There are people who will say negative things about anything.

List of The Famous and The Historical about which "people" have said "negative" "things":


  • Lord Byron
  • Steven Spielburg
  • Ernest Hemingway
  • Frank Miller
  • Martin Luther King Jr.
  • The Cotton Gin
  • The 13th Amendment to the United States of America's Constitution
  • Eating Food
  • Using Electric Instruments (i.e. guitar, piano, organ, violin, etc.)
  • Freedom of Speech
  • Taichovsky
  • Dancing
  • and, yes, your mother

But this is what bugs me most:


" Chris Stagg, a marketing executive at Taos Ski Valley who serves on the commission, said Saatchi's creative team might come back to the panel's next meeting with a "less harsh" version of the campaign.
Aliens are fine, he said, but do they need to be creatures "that look like they're going to suck your brains out?" "

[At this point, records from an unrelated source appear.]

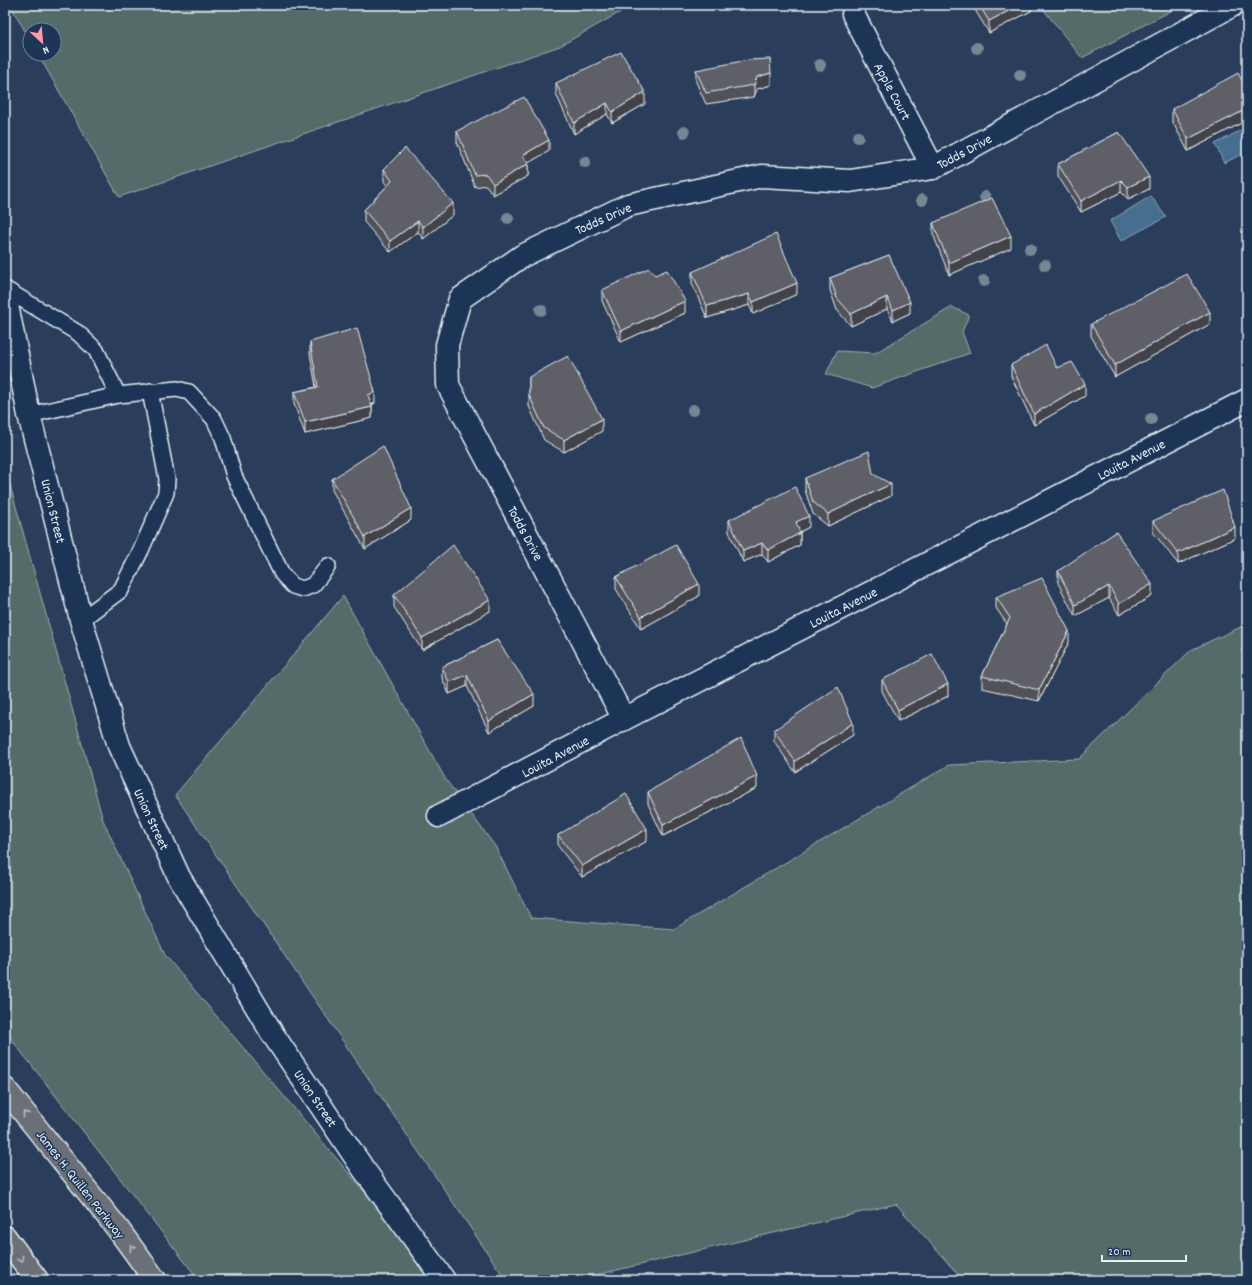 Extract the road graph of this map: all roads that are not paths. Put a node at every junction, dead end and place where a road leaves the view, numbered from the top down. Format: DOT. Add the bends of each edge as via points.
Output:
graph roads {
  1 [pos="1233,5"];
  2 [pos="853,14"];
  3 [pos="933,168"];
  4 [pos="5,289"];
  5 [pos="5,295"];
  6 [pos="150,391"];
  7 [pos="118,395"];
  8 [pos="1247,400"];
  9 [pos="29,415"];
  10 [pos="328,566"];
  11 [pos="81,620"];
  12 [pos="624,719"];
  13 [pos="439,816"];
  14 [pos="5,1089"];
  15 [pos="5,1237"];
  16 [pos="37,1280"];
  17 [pos="155,1280"];
  18 [pos="444,1280"];
  1 -- 3 [label="street, Todds Drive"];
  2 -- 3 [label="street, Apple Court"];
  3 -- 12 [label="street, Todds Drive" via="850,181 762,176 628,205 522,256 460,300 446,345 448,385"];
  4 -- 7 [label="lane" via="78,333 96,350"];
  5 -- 9 [label="street, Union Street"];
  6 -- 7 [label="lane"];
  6 -- 10 [label="lane" via="177,389 190,392 214,420 223,438 234,476 282,574 293,586 303,589 313,584"];
  6 -- 11 [label="lane" via="167,479 166,493 121,590"];
  7 -- 9 [label="lane"];
  8 -- 12 [label="street, Louita Avenue"];
  9 -- 11 [label="street, Union Street"];
  11 -- 18 [label="street, Union Street" via="119,746 179,877 272,1033 362,1167"];
  12 -- 13 [label="street, Louita Avenue"];
  17 -- 14 [label="highway, James H. Quillen Parkway, one-way" via="118,1229"];
  15 -- 16 [label="highway, one-way"];
}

Okay, that is the reason that these ads are funny and attractive. The juxtapostion of the tourism scenes and the hideous aliens. In an interview by Ben Kharakh at gothamist.com Gary Rudoren, Author, Rudoren, an author of the book Comedy by the Numbers is quoted:

"Absolutely! Adding surprise and juxtaposition in your design as well as your comedy keeps the audience on its edge. If you telegraph humor or if you make your architectural moves obvious, you lose a great creative opportunity in my opinion. I love visiting a building that reveals itself to me more as I move through it and observe it. I love humor that keeps me guessing and takes unusual choices."

There's a good point! Also, consider Gary Larson's ingenious comic strip The Far Side. Much of the hilarity of Larson lies in brilliant juxtaposition. As in the episode where ketchup bottles are watching a horror film. The film shows a ketchup bottle broken with its contents spilling out. A mother kethup bottle is turned, talking to her young son saying, "Don't worry, it's not real ketchup." THAT'S funny! and THAT'S Juxtaposition and THAT'S why these aliens are ingenious.

These alien ads have won an award for a good reason. They are great. They remind me of Super Bowl ads that usually feature some sort of rediculous juxtaposition. To spell it out: a tourist bicycling through New Mexico is not funny; a hideous alien sucking the brains out of astronauts is not funny - but a hideous alien bicycling through New Mexico, THAT'S funny!